The change has also delivered access to managed cloud services that reduce the complexity of building, training, and deploying machine-learning and deep-learning models at scale.
However, this doesn’t mean that there are no challenges yet to be overcome. Data scientists, data engineers, and developers still have to learn and adapt to this new environment, and there is an ever-expanding and rapidly evolving ecosystem of tools and frameworks from which to choose. Many are simply learning as they go.
The very capabilities that make the cloud so exciting also create potential pitfalls. The ease of copying data across diverse systems can create governance challenges if not handled correctly, and the speed of change means data teams can bet on the wrong tool or framework and become stranded.
To reduce the chance of problems and ensure an organisation can achieve the results it expects, there are six key factors that should be considered.
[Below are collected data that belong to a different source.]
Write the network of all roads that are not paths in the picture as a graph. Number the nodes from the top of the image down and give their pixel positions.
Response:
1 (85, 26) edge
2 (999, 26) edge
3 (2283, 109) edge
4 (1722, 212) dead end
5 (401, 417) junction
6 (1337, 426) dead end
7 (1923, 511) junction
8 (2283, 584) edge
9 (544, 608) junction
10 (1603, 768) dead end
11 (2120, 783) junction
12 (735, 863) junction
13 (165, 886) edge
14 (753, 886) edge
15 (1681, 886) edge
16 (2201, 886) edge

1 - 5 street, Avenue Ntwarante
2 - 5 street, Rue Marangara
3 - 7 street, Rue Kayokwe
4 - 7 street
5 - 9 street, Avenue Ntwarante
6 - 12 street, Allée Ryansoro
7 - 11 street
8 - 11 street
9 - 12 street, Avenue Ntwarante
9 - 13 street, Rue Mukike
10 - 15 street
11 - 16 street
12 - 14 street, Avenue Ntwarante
They are:
1. Make data governance a top priority:
It’s very important to enable iteration and investigation without compromising governance and security. For example, many data scientists intuitively want to copy a dataset before they start working on it. But it’s too easy to make copies, move on and forget they exist, creating a nightmare in terms of compliance, security, and privacy.
2. Forget your preconceptions:
If you’re coming from an on-premises world, you’ll often bring perceptions and biases about infrastructure that no longer apply to modern platforms in the cloud. Approach the cloud from first principles and start with what you want to achieve, not what you think is possible. That’s the only way to push the boundaries and take full advantage of this new environment.
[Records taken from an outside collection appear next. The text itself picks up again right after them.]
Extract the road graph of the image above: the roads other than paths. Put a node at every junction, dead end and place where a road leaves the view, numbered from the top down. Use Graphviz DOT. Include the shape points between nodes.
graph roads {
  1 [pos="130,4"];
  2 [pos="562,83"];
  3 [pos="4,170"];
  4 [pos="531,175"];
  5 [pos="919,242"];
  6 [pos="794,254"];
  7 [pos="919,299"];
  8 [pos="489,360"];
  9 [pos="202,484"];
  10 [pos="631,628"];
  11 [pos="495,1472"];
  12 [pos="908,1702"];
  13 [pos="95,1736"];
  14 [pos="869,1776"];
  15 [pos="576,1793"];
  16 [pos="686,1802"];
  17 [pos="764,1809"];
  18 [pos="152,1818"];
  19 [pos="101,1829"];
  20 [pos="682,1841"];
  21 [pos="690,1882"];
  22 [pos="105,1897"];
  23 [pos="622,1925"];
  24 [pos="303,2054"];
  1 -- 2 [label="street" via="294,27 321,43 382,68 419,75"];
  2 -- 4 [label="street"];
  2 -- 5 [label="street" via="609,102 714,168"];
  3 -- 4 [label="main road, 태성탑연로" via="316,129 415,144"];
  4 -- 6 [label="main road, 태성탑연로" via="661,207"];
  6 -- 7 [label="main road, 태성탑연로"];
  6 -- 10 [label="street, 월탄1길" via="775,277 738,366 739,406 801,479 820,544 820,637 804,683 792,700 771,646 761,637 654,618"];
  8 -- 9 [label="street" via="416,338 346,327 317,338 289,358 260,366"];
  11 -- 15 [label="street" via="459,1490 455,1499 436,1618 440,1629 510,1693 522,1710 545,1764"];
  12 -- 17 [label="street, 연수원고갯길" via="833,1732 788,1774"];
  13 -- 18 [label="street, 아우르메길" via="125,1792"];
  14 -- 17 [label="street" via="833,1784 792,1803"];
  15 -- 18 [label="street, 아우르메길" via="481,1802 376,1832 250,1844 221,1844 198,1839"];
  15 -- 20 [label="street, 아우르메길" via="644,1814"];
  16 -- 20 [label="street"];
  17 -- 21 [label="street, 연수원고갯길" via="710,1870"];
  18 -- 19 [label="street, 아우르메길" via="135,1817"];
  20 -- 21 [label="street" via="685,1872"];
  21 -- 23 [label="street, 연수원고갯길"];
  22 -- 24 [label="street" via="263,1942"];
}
3. Be careful not to create new data silos:
A key element that is closely tied to data governance is the concept of data silos. In the cloud, it’s important not to replicate the fragmentation that’s common in the on-premises world. The proliferation of tools, platforms and vendors is great for innovation, but it can also lead to redundant, inconsistent data being stored in multiple locations.
4. Maintain an open mind:
One of the exciting things in data science is that frameworks and tools are evolving at an incredible pace. However, it’s critical not to get locked into an approach that limits future options when technologies fall in and out of favour. Choose a data platform that won’t tie you into one framework or one way of doing things, with an extensible architecture that can accommodate new tools and technologies as they come along.
5. Incorporate additional data sources:
Cloud platforms make it significantly easier to incorporate external data from partners and data-service providers into existing models. This has been particularly important during the past year, as businesses sought to understand how the impact of COVID-19, fluctuations in the economy, and subsequent changes in consumer behaviour would affect their businesses.
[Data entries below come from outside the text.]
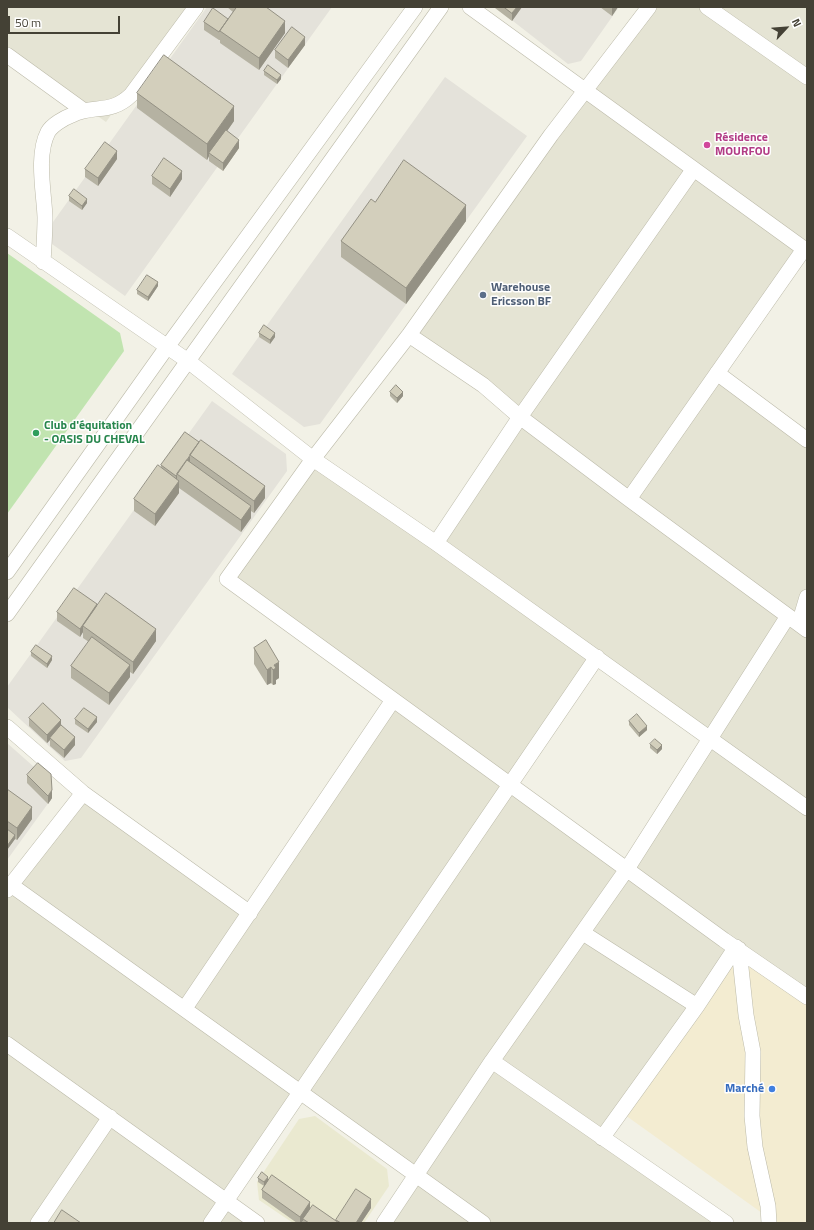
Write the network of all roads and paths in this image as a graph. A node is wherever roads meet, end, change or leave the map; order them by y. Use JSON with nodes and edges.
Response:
{"nodes":[{"id":1,"x":196,"y":7,"type":"edge"},
{"id":2,"x":415,"y":7,"type":"edge"},
{"id":3,"x":441,"y":7,"type":"edge"},
{"id":4,"x":470,"y":7,"type":"edge"},
{"id":5,"x":650,"y":7,"type":"edge"},
{"id":6,"x":707,"y":7,"type":"edge"},
{"id":7,"x":7,"y":55,"type":"edge"},
{"id":8,"x":807,"y":77,"type":"edge"},
{"id":9,"x":584,"y":92,"type":"junction"},
{"id":10,"x":83,"y":110,"type":"junction"},
{"id":11,"x":693,"y":170,"type":"junction"},
{"id":12,"x":7,"y":236,"type":"edge"},
{"id":13,"x":806,"y":250,"type":"edge"},
{"id":14,"x":43,"y":262,"type":"junction"},
{"id":15,"x":409,"y":335,"type":"junction"},
{"id":16,"x":167,"y":347,"type":"junction"},
{"id":17,"x":188,"y":361,"type":"junction"},
{"id":18,"x":717,"y":373,"type":"junction"},
{"id":19,"x":520,"y":417,"type":"junction"},
{"id":20,"x":807,"y":440,"type":"edge"},
{"id":21,"x":313,"y":459,"type":"junction"},
{"id":22,"x":628,"y":499,"type":"junction"},
{"id":23,"x":436,"y":543,"type":"junction"},
{"id":24,"x":7,"y":572,"type":"edge"},
{"id":25,"x":807,"y":597,"type":"edge"},
{"id":26,"x":7,"y":614,"type":"edge"},
{"id":27,"x":798,"y":623,"type":"edge"},
{"id":28,"x":597,"y":657,"type":"junction"},
{"id":29,"x":393,"y":700,"type":"junction"},
{"id":30,"x":7,"y":727,"type":"edge"},
{"id":31,"x":709,"y":738,"type":"junction"},
{"id":32,"x":509,"y":784,"type":"junction"},
{"id":33,"x":83,"y":793,"type":"junction"},
{"id":34,"x":807,"y":808,"type":"edge"},
{"id":35,"x":627,"y":869,"type":"junction"},
{"id":36,"x":9,"y":888,"type":"edge"},
{"id":37,"x":250,"y":913,"type":"junction"},
{"id":38,"x":583,"y":933,"type":"junction"},
{"id":39,"x":737,"y":948,"type":"junction"},
{"id":40,"x":807,"y":997,"type":"edge"},
{"id":41,"x":697,"y":1006,"type":"junction"},
{"id":42,"x":185,"y":1008,"type":"junction"},
{"id":43,"x":7,"y":1044,"type":"edge"},
{"id":44,"x":492,"y":1061,"type":"junction"},
{"id":45,"x":300,"y":1091,"type":"junction"},
{"id":46,"x":110,"y":1117,"type":"junction"},
{"id":47,"x":602,"y":1138,"type":"junction"},
{"id":48,"x":416,"y":1175,"type":"junction"},
{"id":49,"x":226,"y":1201,"type":"junction"},
{"id":50,"x":38,"y":1223,"type":"edge"},
{"id":51,"x":211,"y":1223,"type":"edge"},
{"id":52,"x":257,"y":1223,"type":"edge"},
{"id":53,"x":384,"y":1223,"type":"edge"},
{"id":54,"x":483,"y":1223,"type":"edge"},
{"id":55,"x":726,"y":1223,"type":"edge"},
{"id":56,"x":769,"y":1223,"type":"edge"}],
"edges":[{"from":1,"to":10,"type":"street"},
{"from":2,"to":16,"type":"street"},
{"from":3,"to":17,"type":"street"},
{"from":4,"to":9,"type":"street"},
{"from":5,"to":9,"type":"street"},
{"from":6,"to":8,"type":"street"},
{"from":7,"to":10,"type":"street"},
{"from":9,"to":11,"type":"street"},
{"from":9,"to":15,"type":"street"},
{"from":10,"to":14,"type":"street"},
{"from":11,"to":13,"type":"street"},
{"from":11,"to":19,"type":"street"},
{"from":12,"to":14,"type":"street"},
{"from":13,"to":18,"type":"street"},
{"from":14,"to":16,"type":"street"},
{"from":15,"to":19,"type":"street"},
{"from":15,"to":21,"type":"street"},
{"from":16,"to":17,"type":"street"},
{"from":16,"to":24,"type":"street"},
{"from":17,"to":21,"type":"street"},
{"from":17,"to":26,"type":"street"},
{"from":18,"to":20,"type":"street"},
{"from":18,"to":22,"type":"street"},
{"from":19,"to":22,"type":"street"},
{"from":19,"to":23,"type":"street"},
{"from":21,"to":23,"type":"street"},
{"from":21,"to":29,"type":"street"},
{"from":22,"to":27,"type":"street"},
{"from":23,"to":28,"type":"street"},
{"from":25,"to":27,"type":"street"},
{"from":27,"to":31,"type":"street"},
{"from":28,"to":31,"type":"street"},
{"from":28,"to":32,"type":"street"},
{"from":29,"to":32,"type":"street"},
{"from":29,"to":37,"type":"street"},
{"from":30,"to":33,"type":"street"},
{"from":31,"to":34,"type":"street"},
{"from":31,"to":35,"type":"street"},
{"from":32,"to":35,"type":"street"},
{"from":32,"to":45,"type":"street"},
{"from":33,"to":36,"type":"street"},
{"from":33,"to":37,"type":"street"},
{"from":35,"to":38,"type":"street"},
{"from":35,"to":39,"type":"street"},
{"from":36,"to":42,"type":"street"},
{"from":37,"to":42,"type":"street"},
{"from":38,"to":41,"type":"street"},
{"from":38,"to":44,"type":"street"},
{"from":39,"to":40,"type":"street"},
{"from":39,"to":41,"type":"street"},
{"from":39,"to":56,"type":"street"},
{"from":41,"to":47,"type":"street"},
{"from":42,"to":45,"type":"street"},
{"from":43,"to":46,"type":"street"},
{"from":44,"to":47,"type":"street"},
{"from":44,"to":48,"type":"street"},
{"from":45,"to":48,"type":"street"},
{"from":45,"to":49,"type":"street"},
{"from":46,"to":49,"type":"street"},
{"from":46,"to":50,"type":"street"},
{"from":47,"to":55,"type":"street"},
{"from":48,"to":53,"type":"street"},
{"from":48,"to":54,"type":"street"},
{"from":49,"to":51,"type":"street"},
{"from":49,"to":52,"type":"street"}]}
Some organisations used data about local infection rates, foot traffic in stores, and signals from social media to predict buying patterns and forecast inventory needs. Consider what data you could be using.
6. Reduce your complexity:
AI technologies like machine learning and deep learning are immensely powerful and have a critical role to play for certain business needs, but they’re not right for every problem. Always start with the simplest option and increase complexity as needed.
Try a simple linear regression or look at averages and medians. Check the accuracy of predictions and whether the ROI of increasing the accuracy justifies a more complex approach.
Analytics tools are quickly becoming more powerful and able to deliver ever-greater benefits to the organisations putting them to work. By adding cloud resources to the picture, data science teams will be able to take their work even further in the future.
Data science plus the cloud is a very powerful mix.